Such hate was his on Solway's strand,

When vengeance clench'd his palsied hand,

That pointed yet to Scotland's land.-P. 135.

To establish his dominion in Scotland had been a favourite object of Edward's ambition, and nothing could exceed the pertinacity with which he pursued it, unless his inveterate resentment against the insurgents, who so frequently broke the English yoke when he deemed it most firmly rivetted. After the battles of Falkirk and Methven, and the dreadful examples which he had made of Wallace and other champions of national independence, he probably concluded every chance of insurrection was completely annihilated. This was in 1306, when Bruce, as we have seen, was utterly expelled from Scotland: yet, in the conclusion of the same year, Bruce was again in arms and formidable; and in 1307, Edward, though exhausted by a long and wasting malady, put himself at the head of the army destined to destroy him utterly. This was, perhaps, partly in consequence of a vow which he had taken upon him, with all the pomp of chivalry, upon the day in which he dubbed his son a knight, for which see a subsequent note. even his spirit of vengeance was unable to restore his exhausted strength. He reached Burgh-upon-Sands, a petty village of Cumberland, on the shores of the Solway Firth, and there, 6th July, 1307, expired in sight of the detested and devoted country of Scotland. His dying injunctions to his son required him to continue the Scottish war, and never to recall Gaveston. VOL. IX.

M

But

Edward II. disobeyed both charges. Yet more to mark his animosity, the dying monarch ordered his bones to be carried with the invading army. Froissart, who probably had the authority of eye-witnesses, has given us the following account of this remarkable charge :

"In the said forest, the old King Robert of Scotland dyd kepe hymselfe, whan Kyng Edward the Fyrst conquered nygh all Scotland; for he was so often chased, that none durst loge him in castell, nor fortresse, for feare of the sayd kyng.
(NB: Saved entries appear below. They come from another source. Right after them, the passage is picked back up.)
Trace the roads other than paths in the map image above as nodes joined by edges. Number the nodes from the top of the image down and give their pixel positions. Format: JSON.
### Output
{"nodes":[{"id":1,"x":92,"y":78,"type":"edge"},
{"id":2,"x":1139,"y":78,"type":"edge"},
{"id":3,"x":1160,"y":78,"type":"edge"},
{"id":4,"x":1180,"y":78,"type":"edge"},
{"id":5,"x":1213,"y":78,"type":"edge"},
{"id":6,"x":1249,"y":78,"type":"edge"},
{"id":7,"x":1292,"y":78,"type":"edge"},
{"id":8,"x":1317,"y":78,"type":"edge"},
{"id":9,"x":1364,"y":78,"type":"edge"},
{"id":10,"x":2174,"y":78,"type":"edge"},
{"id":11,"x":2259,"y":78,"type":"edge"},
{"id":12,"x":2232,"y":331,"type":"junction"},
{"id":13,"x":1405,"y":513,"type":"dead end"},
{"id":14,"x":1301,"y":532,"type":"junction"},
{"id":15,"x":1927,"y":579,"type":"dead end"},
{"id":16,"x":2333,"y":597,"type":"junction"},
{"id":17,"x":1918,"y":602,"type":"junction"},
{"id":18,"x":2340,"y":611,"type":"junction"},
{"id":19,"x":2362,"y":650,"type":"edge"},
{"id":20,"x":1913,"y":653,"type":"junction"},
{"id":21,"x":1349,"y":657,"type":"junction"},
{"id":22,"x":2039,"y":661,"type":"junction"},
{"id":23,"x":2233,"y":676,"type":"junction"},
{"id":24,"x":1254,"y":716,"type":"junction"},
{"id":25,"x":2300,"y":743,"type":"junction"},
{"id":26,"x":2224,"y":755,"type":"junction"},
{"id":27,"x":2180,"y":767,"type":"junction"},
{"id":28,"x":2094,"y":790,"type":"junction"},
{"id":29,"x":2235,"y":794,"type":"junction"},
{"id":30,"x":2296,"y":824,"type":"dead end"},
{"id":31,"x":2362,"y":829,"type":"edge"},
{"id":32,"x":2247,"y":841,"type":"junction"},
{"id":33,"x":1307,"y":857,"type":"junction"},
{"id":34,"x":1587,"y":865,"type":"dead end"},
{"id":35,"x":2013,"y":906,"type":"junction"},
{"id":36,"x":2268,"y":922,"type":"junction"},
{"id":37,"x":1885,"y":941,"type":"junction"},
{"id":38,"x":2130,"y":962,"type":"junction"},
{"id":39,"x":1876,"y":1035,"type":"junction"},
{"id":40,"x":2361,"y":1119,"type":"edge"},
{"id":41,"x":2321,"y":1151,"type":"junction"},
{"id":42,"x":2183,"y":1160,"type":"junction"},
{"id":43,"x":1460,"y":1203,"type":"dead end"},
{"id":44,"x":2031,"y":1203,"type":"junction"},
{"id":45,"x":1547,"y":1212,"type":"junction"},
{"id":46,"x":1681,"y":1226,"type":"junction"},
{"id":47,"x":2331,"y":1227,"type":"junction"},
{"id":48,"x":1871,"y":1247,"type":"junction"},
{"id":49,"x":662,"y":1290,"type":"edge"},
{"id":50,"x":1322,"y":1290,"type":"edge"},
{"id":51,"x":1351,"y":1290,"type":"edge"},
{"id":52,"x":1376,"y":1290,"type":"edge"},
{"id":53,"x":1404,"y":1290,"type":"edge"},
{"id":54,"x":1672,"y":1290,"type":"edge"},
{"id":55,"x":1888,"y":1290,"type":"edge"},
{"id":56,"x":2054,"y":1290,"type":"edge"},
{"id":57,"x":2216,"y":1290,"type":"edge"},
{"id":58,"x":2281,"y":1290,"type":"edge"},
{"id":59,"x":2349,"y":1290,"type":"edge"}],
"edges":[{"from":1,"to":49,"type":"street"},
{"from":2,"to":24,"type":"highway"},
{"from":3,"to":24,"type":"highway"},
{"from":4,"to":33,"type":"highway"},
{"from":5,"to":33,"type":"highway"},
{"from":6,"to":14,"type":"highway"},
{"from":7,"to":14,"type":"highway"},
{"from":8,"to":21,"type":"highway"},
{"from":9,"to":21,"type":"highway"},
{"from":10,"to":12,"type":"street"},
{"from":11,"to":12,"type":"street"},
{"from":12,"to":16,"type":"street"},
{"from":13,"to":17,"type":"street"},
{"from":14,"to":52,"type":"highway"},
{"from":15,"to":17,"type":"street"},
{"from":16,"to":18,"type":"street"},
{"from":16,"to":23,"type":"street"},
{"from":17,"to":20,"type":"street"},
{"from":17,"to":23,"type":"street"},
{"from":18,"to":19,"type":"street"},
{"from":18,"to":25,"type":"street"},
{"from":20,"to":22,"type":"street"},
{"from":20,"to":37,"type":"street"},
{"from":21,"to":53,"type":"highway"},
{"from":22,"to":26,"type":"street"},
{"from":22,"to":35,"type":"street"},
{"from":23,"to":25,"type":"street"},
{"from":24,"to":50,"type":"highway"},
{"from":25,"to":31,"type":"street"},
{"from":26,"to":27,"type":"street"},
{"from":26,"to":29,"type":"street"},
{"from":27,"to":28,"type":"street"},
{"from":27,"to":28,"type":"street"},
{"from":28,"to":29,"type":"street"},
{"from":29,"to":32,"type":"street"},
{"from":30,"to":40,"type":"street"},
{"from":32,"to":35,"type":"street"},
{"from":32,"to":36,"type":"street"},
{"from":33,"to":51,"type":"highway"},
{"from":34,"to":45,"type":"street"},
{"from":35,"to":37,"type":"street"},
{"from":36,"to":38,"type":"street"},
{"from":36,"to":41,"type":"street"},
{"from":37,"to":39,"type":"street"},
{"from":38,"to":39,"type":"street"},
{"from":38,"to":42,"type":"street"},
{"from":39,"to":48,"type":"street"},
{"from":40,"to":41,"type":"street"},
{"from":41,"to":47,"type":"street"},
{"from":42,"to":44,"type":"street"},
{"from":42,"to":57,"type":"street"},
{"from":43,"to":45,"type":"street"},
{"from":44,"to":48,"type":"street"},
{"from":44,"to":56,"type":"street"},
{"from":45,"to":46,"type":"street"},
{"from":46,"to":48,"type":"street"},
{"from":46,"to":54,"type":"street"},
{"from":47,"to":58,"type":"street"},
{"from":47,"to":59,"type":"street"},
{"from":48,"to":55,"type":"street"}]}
"And ever whan the king was returned into Ingland, than he would gather together agayn his people, and conquere townes, castells, and fortresses, iuste to Berwick, some by battle, and some by fair speech and love: and when the said King Edward heard thereof, than would he assemble his power, and wyn the realme of Scotland again; thus the chance went between these two forsaid kings. It was shewed me, how that this King Robert wan and lost his realme v. times. So this continued till the said King Edward died at Berwick and when he saw that he should die, he called before him his eldest son, who was king after him, and there, before all the barones, he caused him to swear, that as soon as he were dead, that he should take his body, and boyle it in a cauldron, till the flesh departed clean from the bones, and than to bury the flesh, and keep still the bones; and that as often as the Scotts should rebell against him, he should assemble the people against them, and cary with him the bones of his father; for he believed verily, that if they had his bones with them, that the Scotts should never attain any victory against them. The

which thing was not accomplished, for when the king died his son carried him to London."-BERNERS' FROISSART's Chronicle, London, 1812, pp. 39, 40.

Edward's commands were not obeyed, for he was interred in Westminster-Abbey, with the appropriate inscription :"EDWARDUS PRIMUS, SCOTORUM MALLEUS, HIC EST. PACTUM SERVA." Yet some steps seem to have been taken towards rendering his body capable of occasional transportation, for it was exquisitely embalmed, as was ascertained when his tomb was opened some years ago. Edward II. judged wisely in not carrying the dead body of his father into Scotland, since he would not obey his living counsels.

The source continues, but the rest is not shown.